Joseph Haydn
Joseph Haydn was an Austrian composer. He was one of the most important, prolific and prominent composers of the classical period. He is often called the "Father of the Symphony" and "Father of the String Quartet" because of his important contributions to these genres. He was also instrumental in the development of the piano trio and in the evolution of sonata form. Joseph Haydn was born in Rohrau, Austria, a village near the border with Hungary. His father was Mathias Haydn, a wheelwright who also served as "Marktrichter", an office akin to village mayor. Haydn's mother, the former Maria Koller, had previously worked as a cook in the palace of Count Harrach, the presiding aristocrat of Rohrau. Neither parent could read music. However, Mathias was an enthusiastic folk musician, who during the journeyman period of his career had taught himself to play the harp. Haydn's parents had noticed that their son was musically talented and knew that in Rohrau he would have no chance to obtain any serious musical training. It was for this reason that they accepted a proposal from their relative Johann Matthias Frankh, the schoolmaster and choirmaster in Hainburg, that Haydn be apprenticed to Frankh in his home to train as a musician.
There is reason to think that Haydn's singing impressed those who heard him, because he was soon brought to the attention of Georg von Reutter, the director of music in St. Stephen's Cathedral in Vienna, who was touring the provinces looking for talented choirboys. Haydn passed his audition with Reutter, and in 1740 moved to Vienna, where he worked for the next nine years as a chorister, after 1745 in the company of his younger brother Michael. Haydn lived in Reutter's home with the other five choirboys. He was instructed in Latin and other school subjects as well as voice, violin, and keyboard. Reutter was of little help to Haydn in the areas of music theory and composition, giving him only two lessons in his entire time as chorister. However, since St. Stephen's was one of the leading musical centers in Europe, Haydn was able to learn a great deal simply by serving as a professional musician there.
HIS CONTRIBUTIONS
His most important contribution was to the symphony
· He wrote 90 works (symphonies) between 1760 and 1790
· These are the cornerstone of symphonic repertory
· The symphonies were the property of Prince Nikolaus and were exclusively for his enjoyment and for that of his guests
· 1799 - Haydn obtained permission to publish and he reached a much wider audience
· By mid 1780's he was considered the most accomplished and original of living active composers
· Haydn and Mozart became good friends
His Works
Smphonies, quartets, concertos and keyboard works poured from the pen of Joseph Haydn, making him one of the most important figures in classical music. Joseph Haydn: as man, musician, administrator, unofficial diplomat, inspired creator and master craftsman, he personified the best in humanity. No man is faultless, but Haydn might be said to have possessed more than the normal share of virtues. In his warmth, generosity and humility, with his humour, his total lack of malice and his transparent honesty, he endeared himself to audiences and musicians wherever he went.

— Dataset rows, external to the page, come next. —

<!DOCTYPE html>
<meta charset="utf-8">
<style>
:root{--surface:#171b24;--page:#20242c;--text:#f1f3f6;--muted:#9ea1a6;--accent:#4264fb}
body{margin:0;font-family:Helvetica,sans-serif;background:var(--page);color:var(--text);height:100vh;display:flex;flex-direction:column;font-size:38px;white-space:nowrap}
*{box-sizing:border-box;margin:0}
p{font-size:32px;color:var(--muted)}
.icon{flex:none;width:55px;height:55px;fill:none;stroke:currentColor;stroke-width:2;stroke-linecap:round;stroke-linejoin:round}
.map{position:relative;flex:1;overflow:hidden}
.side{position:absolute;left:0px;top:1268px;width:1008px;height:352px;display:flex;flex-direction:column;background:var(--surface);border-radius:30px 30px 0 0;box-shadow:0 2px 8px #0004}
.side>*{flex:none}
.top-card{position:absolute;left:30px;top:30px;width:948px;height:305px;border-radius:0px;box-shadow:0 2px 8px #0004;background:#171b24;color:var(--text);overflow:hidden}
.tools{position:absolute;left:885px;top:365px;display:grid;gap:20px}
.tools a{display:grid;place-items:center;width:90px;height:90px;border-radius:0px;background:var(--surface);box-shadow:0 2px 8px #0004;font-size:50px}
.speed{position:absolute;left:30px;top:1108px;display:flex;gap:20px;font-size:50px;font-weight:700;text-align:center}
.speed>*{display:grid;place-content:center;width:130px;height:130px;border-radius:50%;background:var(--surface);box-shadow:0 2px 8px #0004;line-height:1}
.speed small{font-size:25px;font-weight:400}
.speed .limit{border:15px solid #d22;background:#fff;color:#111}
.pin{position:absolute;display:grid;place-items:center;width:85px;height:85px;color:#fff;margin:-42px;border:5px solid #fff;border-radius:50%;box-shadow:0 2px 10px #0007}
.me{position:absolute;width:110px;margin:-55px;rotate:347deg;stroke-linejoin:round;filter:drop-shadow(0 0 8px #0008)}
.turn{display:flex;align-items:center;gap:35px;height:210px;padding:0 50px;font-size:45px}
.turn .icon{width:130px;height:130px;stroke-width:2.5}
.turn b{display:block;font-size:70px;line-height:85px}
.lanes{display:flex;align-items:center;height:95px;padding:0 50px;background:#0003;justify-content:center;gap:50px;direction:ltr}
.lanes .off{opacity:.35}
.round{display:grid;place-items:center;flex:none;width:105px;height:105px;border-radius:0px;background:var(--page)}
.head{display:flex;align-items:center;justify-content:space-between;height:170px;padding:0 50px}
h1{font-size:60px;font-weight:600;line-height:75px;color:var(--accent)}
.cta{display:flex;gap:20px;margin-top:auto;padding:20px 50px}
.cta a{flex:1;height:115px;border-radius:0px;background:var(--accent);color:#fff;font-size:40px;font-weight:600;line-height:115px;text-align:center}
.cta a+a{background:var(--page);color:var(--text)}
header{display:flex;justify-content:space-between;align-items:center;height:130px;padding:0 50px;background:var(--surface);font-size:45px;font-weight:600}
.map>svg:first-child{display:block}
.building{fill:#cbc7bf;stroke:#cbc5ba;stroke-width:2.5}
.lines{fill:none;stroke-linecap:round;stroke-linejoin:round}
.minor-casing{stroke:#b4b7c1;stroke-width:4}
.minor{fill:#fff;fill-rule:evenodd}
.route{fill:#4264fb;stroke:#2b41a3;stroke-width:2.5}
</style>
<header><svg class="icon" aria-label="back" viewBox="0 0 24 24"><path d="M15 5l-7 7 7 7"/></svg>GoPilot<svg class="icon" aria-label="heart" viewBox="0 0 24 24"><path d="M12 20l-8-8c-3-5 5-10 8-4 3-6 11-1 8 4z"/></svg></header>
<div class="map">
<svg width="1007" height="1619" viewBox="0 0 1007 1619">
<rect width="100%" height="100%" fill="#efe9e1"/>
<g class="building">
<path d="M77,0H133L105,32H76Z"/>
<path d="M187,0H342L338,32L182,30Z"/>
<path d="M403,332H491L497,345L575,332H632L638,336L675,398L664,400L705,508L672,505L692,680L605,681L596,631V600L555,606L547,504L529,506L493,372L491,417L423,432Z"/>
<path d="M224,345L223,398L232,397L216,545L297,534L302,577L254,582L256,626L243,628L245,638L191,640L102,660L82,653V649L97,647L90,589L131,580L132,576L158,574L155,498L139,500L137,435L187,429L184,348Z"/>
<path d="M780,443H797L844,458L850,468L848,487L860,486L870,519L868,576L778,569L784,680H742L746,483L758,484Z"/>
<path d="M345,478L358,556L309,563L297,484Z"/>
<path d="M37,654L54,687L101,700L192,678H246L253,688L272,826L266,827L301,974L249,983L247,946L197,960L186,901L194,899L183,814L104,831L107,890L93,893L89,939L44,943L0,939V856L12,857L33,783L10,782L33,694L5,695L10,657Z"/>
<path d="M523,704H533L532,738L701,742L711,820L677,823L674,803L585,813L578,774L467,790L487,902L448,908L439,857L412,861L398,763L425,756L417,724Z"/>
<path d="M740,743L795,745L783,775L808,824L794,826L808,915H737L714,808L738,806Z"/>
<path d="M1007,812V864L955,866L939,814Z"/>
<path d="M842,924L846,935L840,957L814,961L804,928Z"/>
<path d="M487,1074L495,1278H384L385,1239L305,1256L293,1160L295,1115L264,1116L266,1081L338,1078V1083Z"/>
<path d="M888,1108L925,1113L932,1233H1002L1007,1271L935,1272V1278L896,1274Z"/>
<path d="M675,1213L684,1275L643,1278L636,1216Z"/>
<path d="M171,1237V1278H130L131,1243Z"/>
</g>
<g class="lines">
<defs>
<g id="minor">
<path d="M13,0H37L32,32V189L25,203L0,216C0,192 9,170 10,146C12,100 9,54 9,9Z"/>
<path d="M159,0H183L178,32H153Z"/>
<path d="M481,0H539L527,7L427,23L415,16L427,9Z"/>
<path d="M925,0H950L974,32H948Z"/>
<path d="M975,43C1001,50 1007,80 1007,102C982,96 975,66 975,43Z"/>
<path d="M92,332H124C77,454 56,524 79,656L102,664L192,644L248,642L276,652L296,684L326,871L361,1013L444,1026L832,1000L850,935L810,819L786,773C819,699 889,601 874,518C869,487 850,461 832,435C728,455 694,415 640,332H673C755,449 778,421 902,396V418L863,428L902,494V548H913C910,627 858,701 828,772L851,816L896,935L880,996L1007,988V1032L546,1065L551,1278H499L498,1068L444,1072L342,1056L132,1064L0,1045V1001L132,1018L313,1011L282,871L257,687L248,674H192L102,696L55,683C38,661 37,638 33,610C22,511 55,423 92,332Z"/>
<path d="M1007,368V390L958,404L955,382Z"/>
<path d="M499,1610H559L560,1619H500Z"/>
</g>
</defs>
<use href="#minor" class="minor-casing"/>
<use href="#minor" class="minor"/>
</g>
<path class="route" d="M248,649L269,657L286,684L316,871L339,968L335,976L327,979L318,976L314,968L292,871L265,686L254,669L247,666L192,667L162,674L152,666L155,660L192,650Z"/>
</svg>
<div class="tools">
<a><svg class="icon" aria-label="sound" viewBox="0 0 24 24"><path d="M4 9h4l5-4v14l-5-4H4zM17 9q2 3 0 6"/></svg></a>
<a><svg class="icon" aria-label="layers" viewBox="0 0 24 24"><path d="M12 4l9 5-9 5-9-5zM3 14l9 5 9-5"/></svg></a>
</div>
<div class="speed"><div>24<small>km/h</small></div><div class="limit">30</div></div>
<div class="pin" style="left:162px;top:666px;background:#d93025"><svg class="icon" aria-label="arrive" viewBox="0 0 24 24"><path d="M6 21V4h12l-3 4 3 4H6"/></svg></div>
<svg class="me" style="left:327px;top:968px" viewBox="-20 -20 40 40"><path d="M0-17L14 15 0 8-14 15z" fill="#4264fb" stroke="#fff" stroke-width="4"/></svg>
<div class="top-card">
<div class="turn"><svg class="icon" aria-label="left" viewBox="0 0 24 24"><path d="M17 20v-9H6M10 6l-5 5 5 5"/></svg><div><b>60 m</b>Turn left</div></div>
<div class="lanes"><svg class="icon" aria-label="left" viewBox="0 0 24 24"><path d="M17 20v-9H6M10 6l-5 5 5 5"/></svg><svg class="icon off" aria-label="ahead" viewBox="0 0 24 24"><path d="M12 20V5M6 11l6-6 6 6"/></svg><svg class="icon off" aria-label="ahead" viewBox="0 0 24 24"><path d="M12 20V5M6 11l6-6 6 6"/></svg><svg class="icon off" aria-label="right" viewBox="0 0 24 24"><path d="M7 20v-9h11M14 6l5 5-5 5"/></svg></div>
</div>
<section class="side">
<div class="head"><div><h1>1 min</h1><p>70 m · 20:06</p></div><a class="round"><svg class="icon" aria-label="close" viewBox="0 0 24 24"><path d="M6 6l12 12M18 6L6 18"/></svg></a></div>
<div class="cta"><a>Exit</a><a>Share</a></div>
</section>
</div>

The music of the Classical era (c. 1750–1830) was based on preconceived notions of order, proportion and grace. Predominant were beauty and symmetry of form, which combined to create an effectively Utopian image, an idealisation of universal experience. In the Romantic age (which Haydn anticipated, and which his pupil Beethoven came close to defining in his own revolutionary output), from the early 1800s onwards, this was gradually replaced by a cult of individual expression, the crystalisation of the experience of the moment, the unfettered confession of powerful emotions and primal urges, the glorification of sensuality, a flirtation with the supernatural, an emphasis on spontaneity and improvisation, and the cultivation of extremes – emotional, sensual, spiritual and structural. Form was not a receptacle but a by-product of emotion, to be generated from within. In Haydn, this is reflected in the Hungarian’ references that crop up in a number of his later works, such as the D major Piano Concerto and the late G major Piano Trio, with its famous ‘Gypsy’ Rondo. It was a trend directly connected to politics.

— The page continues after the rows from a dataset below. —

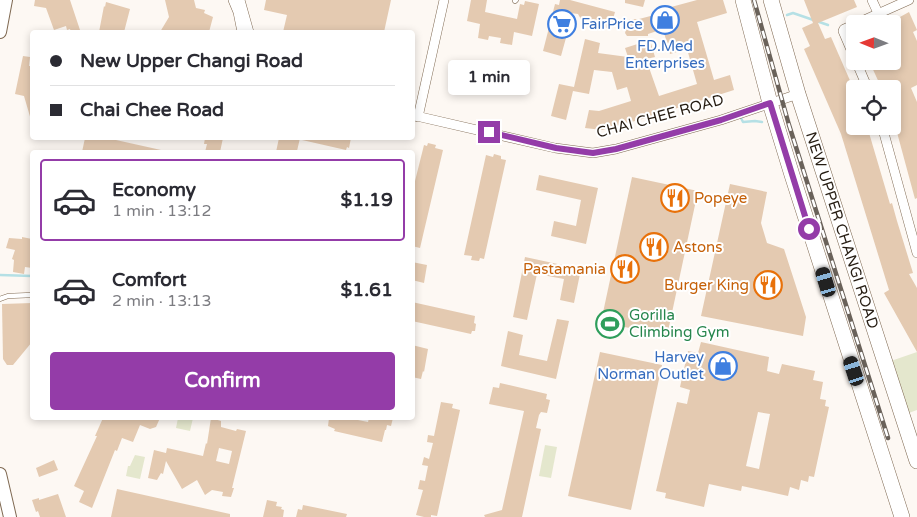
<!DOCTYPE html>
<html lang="en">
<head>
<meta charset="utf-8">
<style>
	:root { --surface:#fff; --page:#f7f7f7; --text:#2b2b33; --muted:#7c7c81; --line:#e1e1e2; --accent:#943ca8 }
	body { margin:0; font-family:"Varela Round",sans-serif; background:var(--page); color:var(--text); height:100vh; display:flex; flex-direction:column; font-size:19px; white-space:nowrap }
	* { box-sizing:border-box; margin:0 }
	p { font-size:16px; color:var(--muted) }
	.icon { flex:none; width:28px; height:28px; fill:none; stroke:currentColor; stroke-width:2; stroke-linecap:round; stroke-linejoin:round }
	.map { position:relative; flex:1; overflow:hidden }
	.sheet { position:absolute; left:30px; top:150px; width:385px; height:270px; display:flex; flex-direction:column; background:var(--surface); border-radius:5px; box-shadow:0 2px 8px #0003 }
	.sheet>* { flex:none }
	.banner { position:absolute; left:30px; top:30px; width:385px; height:110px; border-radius:5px; box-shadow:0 2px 8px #0003; display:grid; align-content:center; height:110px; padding:0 20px; background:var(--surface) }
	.needle { width:32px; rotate:271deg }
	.fabs { position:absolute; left:846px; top:15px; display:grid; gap:10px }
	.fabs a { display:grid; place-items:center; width:55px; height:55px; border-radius:5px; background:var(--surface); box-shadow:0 2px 8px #0003; font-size:25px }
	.end { position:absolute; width:22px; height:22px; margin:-11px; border:6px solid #943ca8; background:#fff; box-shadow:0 0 0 2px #fff }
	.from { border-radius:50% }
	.bubble { position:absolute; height:35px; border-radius:5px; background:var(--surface); box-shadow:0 2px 8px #0003; font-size:16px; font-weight:800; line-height:35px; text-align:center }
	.car { position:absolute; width:15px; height:30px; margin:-15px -8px; border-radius:6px; box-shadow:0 0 4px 1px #0007; background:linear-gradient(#222 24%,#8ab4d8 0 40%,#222 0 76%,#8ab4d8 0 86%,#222 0) }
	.banner b { display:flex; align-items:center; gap:18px; height:48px; font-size:19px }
	.banner b+b { border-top:1px solid var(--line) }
	.banner i { width:12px; height:12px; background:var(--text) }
	ul { padding:9px 0 0; list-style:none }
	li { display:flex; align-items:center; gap:15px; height:82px; margin:0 10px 8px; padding:0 10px; border:2px solid transparent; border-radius:5px }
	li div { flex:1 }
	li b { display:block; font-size:19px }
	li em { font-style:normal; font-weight:800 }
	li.on { border-color:var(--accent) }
	li>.icon { width:45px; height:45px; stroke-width:1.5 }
	.cta { display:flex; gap:10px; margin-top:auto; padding:10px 20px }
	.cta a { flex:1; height:58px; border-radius:5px; background:var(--accent); color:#fff; font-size:20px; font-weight:800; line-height:58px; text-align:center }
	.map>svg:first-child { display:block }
	.green { fill:#e4e7cd }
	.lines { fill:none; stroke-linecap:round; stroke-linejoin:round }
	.stream { stroke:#b5e0e5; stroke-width:2.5 }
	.building { fill:#e4cab1; fill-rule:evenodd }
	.lane-casing { stroke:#7f6952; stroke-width:5.5 }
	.street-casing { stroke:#7f6952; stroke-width:10 }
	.secondary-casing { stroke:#7f6952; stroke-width:14 }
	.primary-casing { stroke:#7f6952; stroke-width:16 }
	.lane { stroke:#fff; stroke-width:4.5 }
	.street { stroke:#fff; stroke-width:9 }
	.secondary { stroke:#fff; stroke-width:12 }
	.primary { stroke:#fff; stroke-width:15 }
	.rail-casing { stroke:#6a625a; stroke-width:4.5 }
	.rail { stroke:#fff; stroke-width:2.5; stroke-dasharray:8; stroke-linecap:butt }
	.route { stroke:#943ca8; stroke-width:6 }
	.labels { text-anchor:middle; stroke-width:4; stroke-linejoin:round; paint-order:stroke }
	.shop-label { font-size:15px; fill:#366cbe; stroke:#fff; text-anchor:start }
	.street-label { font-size:15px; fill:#251c12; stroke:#fff }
	.food-label { font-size:15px; fill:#c56008; stroke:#fff; text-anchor:start }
	.leisure-label { font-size:15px; fill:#27864d; stroke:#fff; text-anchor:start }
</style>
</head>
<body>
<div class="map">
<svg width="917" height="517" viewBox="0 0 917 517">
	<rect width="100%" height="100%" fill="#fdf8f3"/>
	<g class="green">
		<polygon points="917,352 917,410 906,414 888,362"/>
		<polygon points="178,418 193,418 190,431 176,428"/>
		<polygon points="545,445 557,447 551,478 539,476"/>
		<polygon points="135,455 145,457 140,479 126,476 128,466 130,466"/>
	</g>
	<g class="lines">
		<g class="stream">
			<polyline points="787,15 793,13 828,25"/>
			<polyline points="741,118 743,122 755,121 762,122"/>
			<polyline points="0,275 32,276"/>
		</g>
	</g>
	<g class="building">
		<polygon points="35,0 70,0 80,30 79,32 71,32 70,29 67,30 66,26 54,30 46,8 34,6"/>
		<polygon points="165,0 194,0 196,8 205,10 204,13 213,17 209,32 160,32 169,17"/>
		<polygon points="266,0 391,0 384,32 283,32 287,15 264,10"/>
		<polygon points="471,0 487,0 485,12 517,19 520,4 524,5 525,1 539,4 532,36 514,32 512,45 500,43 501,38 489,36 488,40 478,38 480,24 467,21"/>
		<polygon points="560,0 570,0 615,12 610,29 582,21 578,14 570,13 566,18 566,24 569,27 561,56 543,51 555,4 559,5"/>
		<polygon points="625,0 645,0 643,7 625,3"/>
		<polygon points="697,0 723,0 727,13 697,22 714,80 730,75 734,90 646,118 602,130 585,128 589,110 599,111 631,101 627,87 617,90 612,72 594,70 589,94 573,91 566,120 551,116 559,84 574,87 585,39 600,43 598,53 628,57 625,48 650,40 655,57 646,59 659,96 697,84 687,49 670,54 663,29 648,34 648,36 627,36 625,33 629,19 639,19 666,12 660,10"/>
		<polygon points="804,0 854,0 857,7 818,23 825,39 831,37 855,92 855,126 867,126 890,204 892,203 897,221 913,273 909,274 917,288 917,352 884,293 889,290 841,134 804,49 810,46 802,28 813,23"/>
		<polygon points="106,2 130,9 124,32 99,32 104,6 105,7"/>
		<polygon points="909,12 917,30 913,32 917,41 917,85 911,88 917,102 917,198 915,199 892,114 892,89 882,89 869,61 892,61 892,24 901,20 900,17"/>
		<polygon points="23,56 30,57 29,66 32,66 31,74 32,75 32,79 30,89 32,97 32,120 31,120 24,96 15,94"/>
		<polygon points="85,138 107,138 161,150 160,152 82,152"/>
		<polygon points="205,138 223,138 220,152 205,152 207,144 204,144"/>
		<polygon points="279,138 300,138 297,151 295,151 294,152 276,152"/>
		<polygon points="303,138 351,138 349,148 347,147 346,150 302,140"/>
		<polygon points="428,143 436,145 435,148 443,150 420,248 412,246 412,193 424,145 427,146"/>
		<polygon points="494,154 501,156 501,159 506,160 484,259 480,258 479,261 471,260 472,256 464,255 486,155 493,157"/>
		<polygon points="539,175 598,188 586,244 551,236 554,221 576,226 581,200 536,190"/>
		<polygon points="632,177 698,191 667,336 601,322"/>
		<polygon points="730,184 767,192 761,223 767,243 784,249 806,317 803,336 701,316"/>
		<polygon points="22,237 32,239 32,268 25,267 24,274 13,272 14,260 12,259 15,250 6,248 9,238 22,239"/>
		<polygon points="525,257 581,269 574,303 560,300 564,279 537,274 527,320 513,317"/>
		<polygon points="412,262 427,265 424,283 412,280"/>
		<polygon points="412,302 475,316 474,323 476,324 475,331 472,331 471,334 412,321"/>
		<polygon points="32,303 32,342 13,365 7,365 3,359 2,304"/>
		<polygon points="557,319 569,321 556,379 501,366 508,331 523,335 519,355 547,361"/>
		<path d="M 701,342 L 769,357 L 767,371 L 779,374 L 782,364 L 815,371 L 813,380 L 823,382 L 820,399 L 826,400 L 825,406 L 829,407 L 814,477 L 809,476 L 808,482 L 801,480 L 799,490 L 790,487 L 788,496 L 742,486 L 741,491 L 709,484 L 704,507 L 665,498 L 666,493 L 656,491 L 677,402 L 687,404 L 690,390 L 680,387 L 688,351 L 698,353 ZM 758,412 L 770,414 L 759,469 L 746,466 Z"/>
		<polygon points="412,345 428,349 424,372 423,371 421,379 412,377"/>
		<polygon points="600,352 662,365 631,510 568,496"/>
		<polygon points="500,383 547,394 546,399 550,400 547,413 541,412 539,415 536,428 541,429 522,517 485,517 484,515 502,510 524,411 489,404 493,387 499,388"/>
		<polygon points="441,402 453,404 452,408 460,410 437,516 431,515 431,517 424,517 416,515 423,490 418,489 420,480 425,481 428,466 422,465 424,457 429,459 433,443 427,442 428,435 434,436"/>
		<polygon points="103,418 160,418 156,427 150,429 140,425 133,442 122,438 117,451 115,450 92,508 79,502 84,491 74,486 97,436 95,436"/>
		<path d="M 211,418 L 221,421 L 221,427 L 236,431 L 237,429 L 246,431 L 232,488 L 234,488 L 231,497 L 222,496 L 223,492 L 212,490 L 205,495 L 197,480 L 182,489 L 166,461 L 163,474 L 161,473 L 157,480 L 148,478 L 154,450 L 166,453 L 167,448 L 203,456 L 206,443 L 207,444 ZM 219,448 L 232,451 L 229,464 L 216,461 Z"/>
		<polygon points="329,418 353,418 353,419 368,422 369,418 376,420 376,418 393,418 391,426 387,425 386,430 385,430 382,442 334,431 335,429 328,426"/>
		<polygon points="54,460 58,470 39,477 36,468"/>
		<polygon points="117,489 230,514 230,517 111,517"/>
		<polygon points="58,494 66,517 40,517 38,511 36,512 32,500 39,498 39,500"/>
		<polygon points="267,500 277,502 276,506 282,507 281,509 284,510 283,517 263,517"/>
		<polygon points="303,505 347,514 346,517 296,517 298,509 302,510"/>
	</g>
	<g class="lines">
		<defs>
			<g id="lane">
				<polyline points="515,1 516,0"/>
				<polyline points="0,299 8,296 32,295"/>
			</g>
			<g id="street">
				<polyline points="233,0 238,12 242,32"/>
				<polyline points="240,0 249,32"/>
				<polyline points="872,0 878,13"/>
				<polyline points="855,59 843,31 844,29 909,0"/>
				<polyline points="856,61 868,89"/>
				<polyline points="412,115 555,148 593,153 616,149 721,120 798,94"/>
				<polyline points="418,117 444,0"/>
				<polyline points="882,126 917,253"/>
			</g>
			<g id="secondary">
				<polyline points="0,32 6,0"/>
				<polyline points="0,474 10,517"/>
			</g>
			<g id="primary">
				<polyline points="743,0 770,103 792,175 902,517"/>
				<path id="s1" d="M 771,0 L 798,94 L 917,461"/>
			</g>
		</defs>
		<use href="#lane" class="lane-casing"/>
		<use href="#street" class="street-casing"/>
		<use href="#secondary" class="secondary-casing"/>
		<use href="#primary" class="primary-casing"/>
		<use href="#lane" class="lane"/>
		<use href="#street" class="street"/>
		<use href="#secondary" class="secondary"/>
		<use href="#primary" class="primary"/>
		<defs>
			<polyline id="rail" points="754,0 789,125 888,438"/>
		</defs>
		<use href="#rail" class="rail-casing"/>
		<use href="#rail" class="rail"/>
	</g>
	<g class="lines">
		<polyline class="route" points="489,132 556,148 593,153 616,149 721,120 770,103 809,229"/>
	</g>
	<defs>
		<symbol id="shop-ring" viewBox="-11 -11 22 22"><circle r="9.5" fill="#fff" stroke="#3f7fe0" stroke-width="1.5"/><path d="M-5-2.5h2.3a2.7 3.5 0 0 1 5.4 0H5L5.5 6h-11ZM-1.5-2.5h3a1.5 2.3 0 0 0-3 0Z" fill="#3f7fe0"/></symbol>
		<symbol id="supermarket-ring" viewBox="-11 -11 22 22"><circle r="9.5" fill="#fff" stroke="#3f7fe0" stroke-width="1.5"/><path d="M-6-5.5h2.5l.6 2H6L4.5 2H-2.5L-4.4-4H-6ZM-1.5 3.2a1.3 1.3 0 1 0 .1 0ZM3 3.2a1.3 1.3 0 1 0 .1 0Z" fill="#3f7fe0"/></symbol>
		<symbol id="restaurant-ring" viewBox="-11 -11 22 22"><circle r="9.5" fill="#fff" stroke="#e8710a" stroke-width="1.5"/><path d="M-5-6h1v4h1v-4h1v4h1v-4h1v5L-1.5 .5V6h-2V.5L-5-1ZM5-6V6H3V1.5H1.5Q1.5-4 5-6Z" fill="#e8710a"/></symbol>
		<symbol id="stadium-ring" viewBox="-11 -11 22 22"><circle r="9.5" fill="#fff" stroke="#2e9e5b" stroke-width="1.5"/><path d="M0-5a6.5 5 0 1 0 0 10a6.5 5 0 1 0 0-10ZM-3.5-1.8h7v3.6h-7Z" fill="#2e9e5b"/></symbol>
	</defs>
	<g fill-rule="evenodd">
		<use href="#shop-ring" x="649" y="4" width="32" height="32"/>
		<use href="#supermarket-ring" x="546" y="8" width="32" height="32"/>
		<use href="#restaurant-ring" x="659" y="182" width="32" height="32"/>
		<use href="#restaurant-ring" x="638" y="231" width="32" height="32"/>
		<use href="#restaurant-ring" x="609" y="253" width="32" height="32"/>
		<use href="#restaurant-ring" x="752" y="269" width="32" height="32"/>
		<use href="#stadium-ring" x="594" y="308" width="32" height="32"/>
		<use href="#shop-ring" x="707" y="350" width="32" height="32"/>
	</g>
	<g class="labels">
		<g class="shop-label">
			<text x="581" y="29">FairPrice</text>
			<text x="665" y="51" text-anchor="middle">FD.Med<tspan x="665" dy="17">Enterprises</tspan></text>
			<text x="704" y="362" text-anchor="end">Harvey<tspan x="704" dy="17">Norman Outlet</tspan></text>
		</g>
		<g class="street-label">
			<text transform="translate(660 116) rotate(-15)" y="5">CHAI CHEE ROAD</text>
			<text dy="5" stroke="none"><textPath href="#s1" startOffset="241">NEW UPPER CHANGI ROAD</textPath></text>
		</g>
		<g class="food-label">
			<text x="694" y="203">Popeye</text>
			<text x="673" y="252">Astons</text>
			<text x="606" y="274" text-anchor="end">Pastamania</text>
			<text x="749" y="290" text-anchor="end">Burger King</text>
		</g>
		<g class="leisure-label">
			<text x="629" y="320">Gorilla<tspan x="629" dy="17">Climbing Gym</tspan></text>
		</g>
	</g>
</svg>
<div class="fabs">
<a><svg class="needle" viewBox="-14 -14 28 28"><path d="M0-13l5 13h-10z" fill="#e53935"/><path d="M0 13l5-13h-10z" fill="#7c7c81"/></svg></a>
<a><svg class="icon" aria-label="locate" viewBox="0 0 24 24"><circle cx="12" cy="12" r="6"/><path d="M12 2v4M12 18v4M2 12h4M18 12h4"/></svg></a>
</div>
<i class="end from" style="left:809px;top:229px"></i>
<i class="end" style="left:489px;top:132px"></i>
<div class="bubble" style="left:448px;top:60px;width:82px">1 min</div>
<i class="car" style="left:826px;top:282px;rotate:343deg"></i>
<i class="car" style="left:854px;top:371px;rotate:342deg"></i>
<div class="banner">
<b><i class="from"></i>New Upper Changi Road</b>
<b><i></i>Chai Chee Road</b>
</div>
<section class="sheet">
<ul>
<li class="on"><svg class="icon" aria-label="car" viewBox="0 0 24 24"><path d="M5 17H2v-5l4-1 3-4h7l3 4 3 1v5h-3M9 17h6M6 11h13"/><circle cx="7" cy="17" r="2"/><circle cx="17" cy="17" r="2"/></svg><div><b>Economy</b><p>1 min · 13:12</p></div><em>$1.19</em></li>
<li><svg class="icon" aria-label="car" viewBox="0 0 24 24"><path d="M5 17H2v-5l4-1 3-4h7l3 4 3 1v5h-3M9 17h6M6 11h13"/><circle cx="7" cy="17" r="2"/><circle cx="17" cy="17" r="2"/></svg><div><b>Comfort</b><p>2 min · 13:13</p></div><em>$1.61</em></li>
</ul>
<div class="cta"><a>Confirm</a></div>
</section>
</div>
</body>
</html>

Inevitably, the ideals and consequences of the French Revolution were a source of great alarm to the rulers of the crumbling Holy Roman Empire. As a consequence, Austria, with Vienna as its capital, became a both a bastion against French imperialism and an efficient police state, in which liberalism, both political and philosophical, was ruthlessly suppressed. But the people of Vienna were not natural revolutionaries, and neither was Haydn. Indeed the Viennese were noted for their political apathy. Exceptions to this were during the two occupations by the French in 1805 and 1809 , which brought considerable hardship to the city in the form of monetary crises, serious food shortages and a fleeing population, while Austria as a whole suffered serious political and territorial setbacks.